MATERIAL FOR THE TASK:
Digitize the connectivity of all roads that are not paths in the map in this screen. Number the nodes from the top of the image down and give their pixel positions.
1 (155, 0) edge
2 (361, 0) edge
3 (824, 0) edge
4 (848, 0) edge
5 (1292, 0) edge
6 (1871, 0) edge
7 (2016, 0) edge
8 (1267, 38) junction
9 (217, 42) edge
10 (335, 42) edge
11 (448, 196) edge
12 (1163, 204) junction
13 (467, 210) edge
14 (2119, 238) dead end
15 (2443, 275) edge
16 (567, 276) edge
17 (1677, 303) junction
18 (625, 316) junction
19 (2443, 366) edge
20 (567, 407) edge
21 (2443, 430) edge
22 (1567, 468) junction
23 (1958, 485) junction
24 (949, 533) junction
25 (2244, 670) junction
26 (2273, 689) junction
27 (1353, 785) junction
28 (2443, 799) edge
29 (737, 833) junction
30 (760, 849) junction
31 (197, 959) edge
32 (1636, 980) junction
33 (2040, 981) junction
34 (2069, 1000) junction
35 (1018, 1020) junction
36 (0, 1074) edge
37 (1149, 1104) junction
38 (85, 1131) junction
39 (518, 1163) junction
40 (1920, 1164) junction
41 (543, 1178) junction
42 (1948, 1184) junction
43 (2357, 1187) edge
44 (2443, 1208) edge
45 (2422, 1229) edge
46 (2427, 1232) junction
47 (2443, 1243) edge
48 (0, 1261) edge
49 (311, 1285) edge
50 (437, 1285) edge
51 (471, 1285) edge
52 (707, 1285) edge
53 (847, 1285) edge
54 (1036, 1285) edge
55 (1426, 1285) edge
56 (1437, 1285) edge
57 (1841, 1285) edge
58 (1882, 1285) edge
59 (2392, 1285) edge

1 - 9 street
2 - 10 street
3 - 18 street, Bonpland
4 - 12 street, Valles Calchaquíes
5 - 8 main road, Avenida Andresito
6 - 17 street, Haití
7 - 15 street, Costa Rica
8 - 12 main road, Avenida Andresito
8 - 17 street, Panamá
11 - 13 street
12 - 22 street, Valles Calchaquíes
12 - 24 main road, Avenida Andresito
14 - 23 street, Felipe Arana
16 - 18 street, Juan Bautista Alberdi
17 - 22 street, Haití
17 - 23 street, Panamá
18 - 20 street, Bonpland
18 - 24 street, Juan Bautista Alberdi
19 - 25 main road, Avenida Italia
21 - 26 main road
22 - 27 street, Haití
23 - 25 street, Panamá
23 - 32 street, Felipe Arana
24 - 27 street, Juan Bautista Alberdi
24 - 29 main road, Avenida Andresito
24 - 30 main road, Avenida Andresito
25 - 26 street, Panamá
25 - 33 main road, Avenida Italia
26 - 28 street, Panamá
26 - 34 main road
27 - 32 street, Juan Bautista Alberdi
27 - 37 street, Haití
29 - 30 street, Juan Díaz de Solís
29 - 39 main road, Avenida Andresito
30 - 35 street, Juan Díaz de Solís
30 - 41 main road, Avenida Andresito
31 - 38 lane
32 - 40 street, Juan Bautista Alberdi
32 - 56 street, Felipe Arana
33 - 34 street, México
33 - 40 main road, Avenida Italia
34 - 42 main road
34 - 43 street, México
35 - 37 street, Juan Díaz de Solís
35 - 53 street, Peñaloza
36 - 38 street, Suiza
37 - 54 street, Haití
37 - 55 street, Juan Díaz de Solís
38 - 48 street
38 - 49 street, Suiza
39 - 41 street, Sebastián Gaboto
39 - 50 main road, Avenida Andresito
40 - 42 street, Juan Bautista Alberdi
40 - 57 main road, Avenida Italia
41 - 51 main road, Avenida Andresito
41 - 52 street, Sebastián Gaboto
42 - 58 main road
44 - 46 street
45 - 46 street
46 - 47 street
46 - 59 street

YOUR OBJECTIVE: Number of lines holding the word "Felipe" in the material: give this value and nothing more.

TASK RESPONSE: 3